A Lexicon for People Who Don't Talk Too Much

Does anyone still say he runs
a right smart cattle? Does anyone

believe the man who's pucker-mouthed
and runs those cows is doing right

or being smart? If you have heard
his whoop or watched his dewlap quiver,

if you are ready to accept
a holler and watch the cows become

a lowing line that moves from hill
to bottomland and breaks itself

to silent dots before the moon
reweaves the field as heaven's cloth,

if you cannot escape the fact
that cloth is finely woven, then you

will never doubt that the woman who says
she's bound for yonder when the day

arrives will make the river glad
when she tests it with her baby toe

and strides across it, or her wake
will be remembered by the river

as a joy, the likes of which would be
untelling if it ever was

before, but sure to be back then
when God was just a little thing,

the river just a bitty trickle,
and all things in the main were small.

-Maurice Manning, 2007

27 April 2014

23 April 2014

Receiving the Stigmata

There is a way to enter a field
empty-handed, your shoulder
behind you and air tightening.

The kite comes by itself,
a spirit on a fluttering string.

Back when people died for
the smallest reasons, there was
always a field to walk into.
Simple men fell to their knees
below the radiant crucifix
and held out their palms

in relief.

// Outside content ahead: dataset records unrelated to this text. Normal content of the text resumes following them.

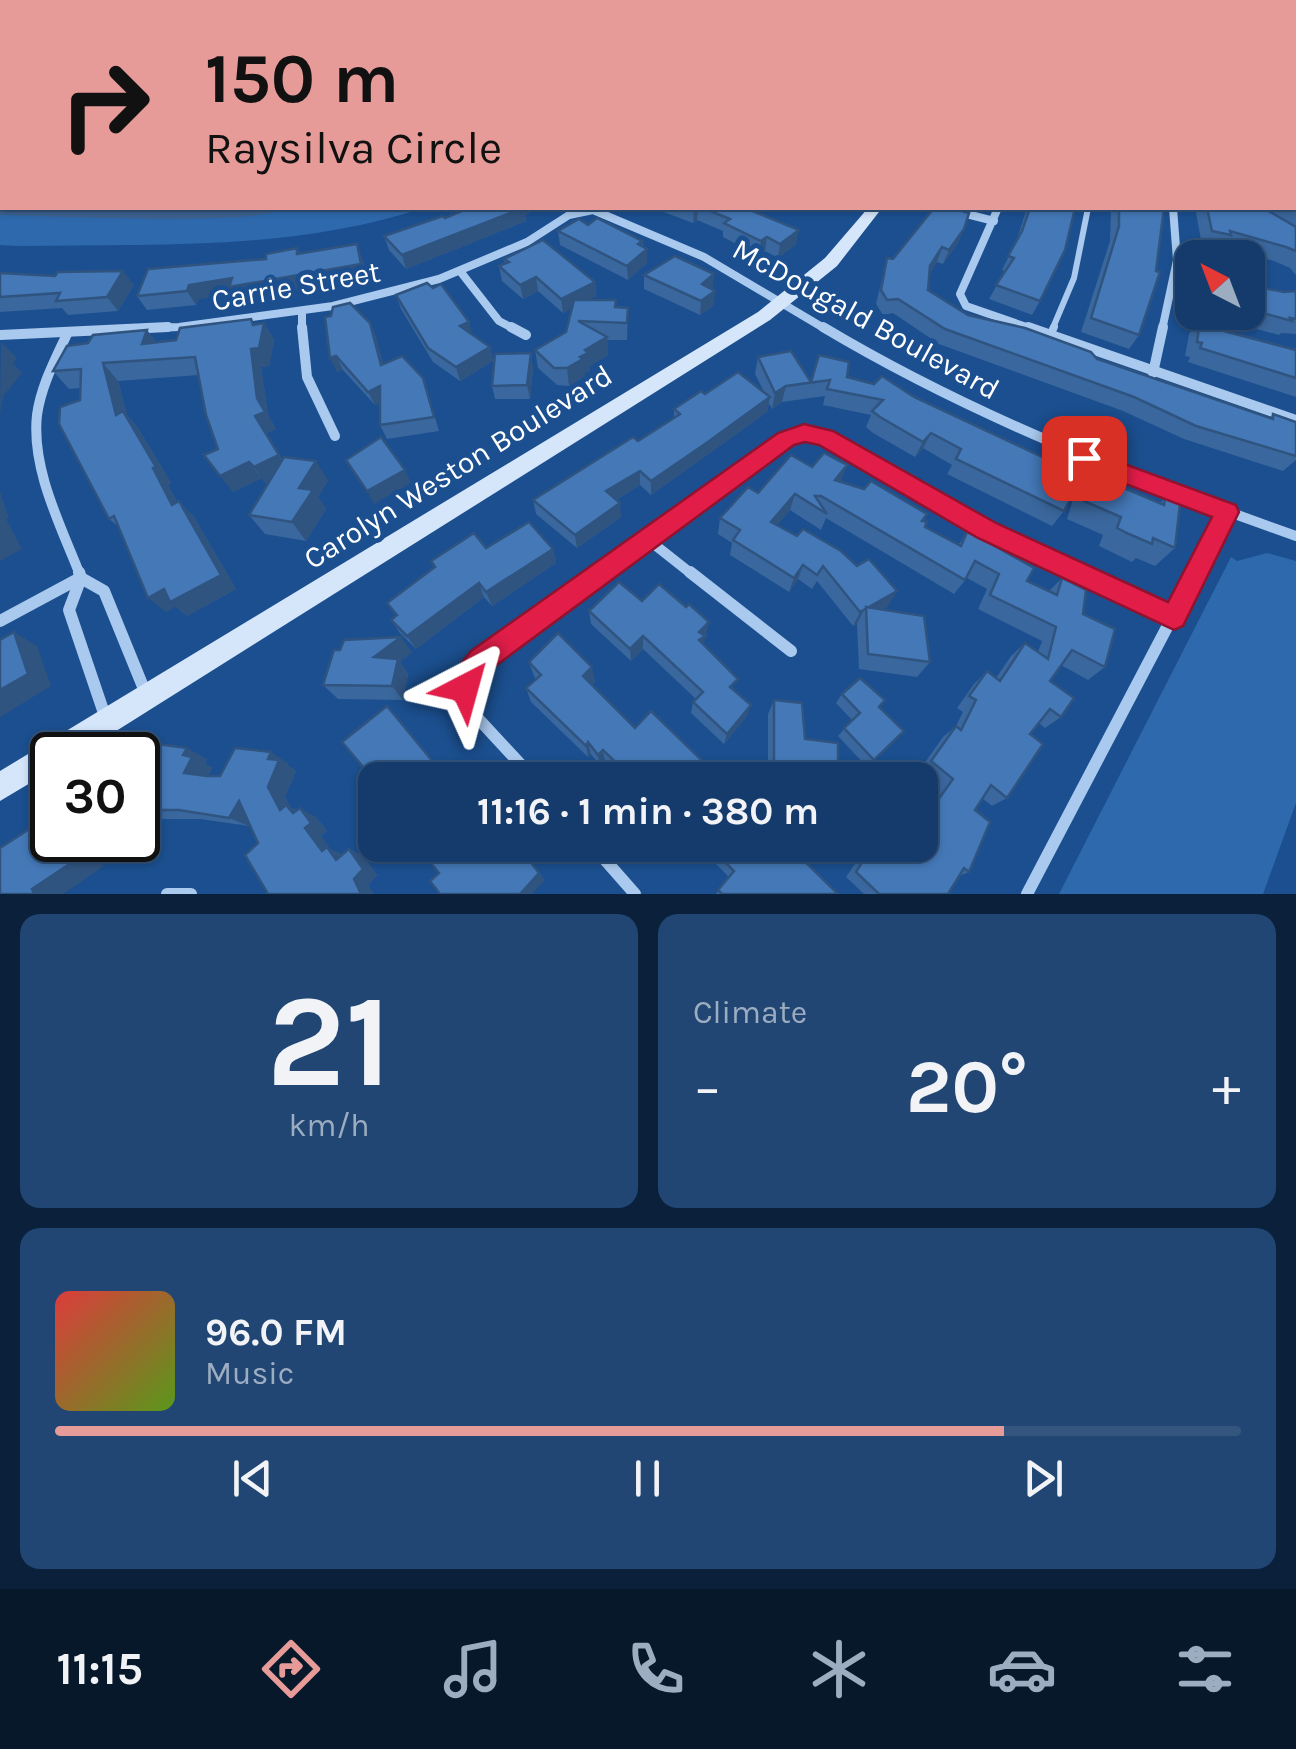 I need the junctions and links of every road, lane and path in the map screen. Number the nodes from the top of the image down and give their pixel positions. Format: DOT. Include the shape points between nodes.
graph roads {
  1 [pos="581,210"];
  2 [pos="873,210"];
  3 [pos="956,210"];
  4 [pos="997,210"];
  5 [pos="1088,210"];
  6 [pos="1173,210"];
  7 [pos="994,221"];
  8 [pos="1175,240"];
  9 [pos="1175,269"];
  10 [pos="460,271"];
  11 [pos="782,303"];
  12 [pos="302,311"];
  13 [pos="0,334"];
  14 [pos="67,334"];
  15 [pos="526,335"];
  16 [pos="1050,336"];
  17 [pos="1153,373"];
  18 [pos="1296,420"];
  19 [pos="335,436"];
  20 [pos="1227,512"];
  21 [pos="1296,536"];
  22 [pos="650,542"];
  23 [pos="81,578"];
  24 [pos="1174,618"];
  25 [pos="0,621"];
  26 [pos="791,651"];
  27 [pos="147,697"];
  28 [pos="107,722"];
  29 [pos="91,732"];
  30 [pos="518,762"];
  31 [pos="30,769"];
  32 [pos="0,788"];
  33 [pos="607,862"];
  34 [pos="167,894"];
  35 [pos="191,894"];
  36 [pos="635,894"];
  37 [pos="1027,894"];
  1 -- 10 [label="street, Carrie Street"];
  1 -- 11 [label="street, McDougald Boulevard" via="667,240"];
  2 -- 11 [label="street, Carolyn Weston Boulevard" via="830,262"];
  3 -- 7 [label="street"];
  4 -- 7 [label="street"];
  5 -- 16 [label="lane" via="1074,278"];
  6 -- 8 [label="street"];
  7 -- 16 [label="street" via="960,294 978,312"];
  9 -- 17 [label="street"];
  10 -- 12 [label="street, Carrie Street"];
  10 -- 15 [label="street" via="498,322"];
  11 -- 20 [label="street, McDougald Boulevard" via="1009,426"];
  11 -- 27 [label="street, Carolyn Weston Boulevard"];
  12 -- 14 [label="street, Carrie Street"];
  12 -- 19 [label="street" via="302,368"];
  13 -- 14 [label="street, Carrie Street"];
  14 -- 23 [label="street" via="43,388 38,449"];
  16 -- 17 [label="street"];
  17 -- 18 [label="street"];
  20 -- 21 [label="street, McDougald Boulevard"];
  20 -- 24 [label="street"];
  22 -- 24 [label="street" via="786,439 816,434 987,530"];
  22 -- 26 [label="street"];
  22 -- 30 [label="street" via="480,660 468,677 465,696 472,712"];
  23 -- 25 [label="street"];
  23 -- 27 [label="street" via="104,592"];
  23 -- 28 [label="street" via="69,610"];
  24 -- 37 [label="street"];
  27 -- 28 [label="street, Carolyn Weston Boulevard"];
  28 -- 29 [label="street, Carolyn Weston Boulevard"];
  31 -- 32 [label="street, Carolyn Weston Boulevard"];
  33 -- 36 [label="street"];
  34 -- 35 [label="street"];
}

Go into the field
and it will reward. Grace

is a string growing straight
from the hand. Is
the hatchet's shadow on the
rippling green.

-Rita Dove, 1982

22 April 2014

P4199130
I ended my trip in London, which was probably a good place to finish, because I was tired and the English-speaking nature of...England...made London the easiest city for me to navigate. I stopped in at some tourist destinations, but I also did simple things: ate street food, went to a movie--the sort of things you can do anywhere, technically, but it was nice to be in a city where the options for food and movies were varied and plentiful. I'm still trying to parse what, precisely, the purpose of all this travel is, but maybe it can be as simple as enjoying the advantages one place offers that yours does not. Europe has history and culture distinct from America; these cities I've been visiting have things Tromsø does not. But now I'm back in Tromsø, curled up in bed with a mug of tea, and outside it is snowing. Tomorrow I will go back to work and dailiness, because right now Tromsø holds something the places I've been visiting lack: my life.

19 April 2014

Paris was next on my whistle-stop tour, and I threw it in at least partly because I overdid it on Hemingway this fall. Well, not just Hemingway; there's also Rilke, who wrote: "I am in Paris. People who hear this are glad; most of them envy me. They're right. It is a great city, great and filled with strange temptations." While here, I visited the Musée Rodin and learned that Rilke and Rodin were friends, and wondered, as I ambled past shops and brasseries, who of these writers and artists had been here, or here, or here. But I also wondered about our ideas of Paris, the way the city is structured in our minds. I hadn't entirely wanted to come here. I didn't need to see the Eiffel Tower (though now I have), and something about this city's reputation--pretentious, romantic--never quite captured me. Except then--reading about the Lost Generation, reading Rilke's 'The Notebooks of Malte Laurids Brigge'--it did. So I added Paris to the itinerary.
I rented a shoebox apartment for the handful of nights I was in the city, on the fourth floor of a canalside building on the north side of town, close to the Parc des Buttes Chaumont. To reach most of the conventional tourist sites I had to catch the metro or trek several miles, but the neighborhood was lively and I could get a baguette and an almond croissant from the bakery on the corner for just over two Euros, which is a privilege that shouldn't be discounted. The New York Times recently ran an article called 'My European Ritual,' which asked the residents of various European cities to describe their rituals. For the few days I was there, my Paris ritual was as simple as this: going down four flights of spiral stairs, walking to the corner, buying a baguette and an almond croissant, eating the croissant for breakfast while I drank tea and made the baguette into sandwiches. It's the sort of touchstone that makes away feel a little bit like home. And then I would walk out into the city, which was awash with sun, which was very old and very large and had plenty of stories to tell. I didn't have time to listen to all of them, but I heard a few--most notably in the small, idiosyncratic, Musée National Gustave-Moreau--and that was enough to convince me: Paris is a great city, and so much more than I had (naively, I think) anticipated.

16 April 2014

Poem in October

It was my thirtieth year to heaven
Woke to my hearing from harbour and neighbour wood
----And the mussel pooled and the heron
------------Priested shore
---------The morning beckon
With water praying and call of seagull and rook
And the knock of sailing boats on the net webbed wall
---------Myself to set foot
------------That second
----In the still sleeping town and set forth.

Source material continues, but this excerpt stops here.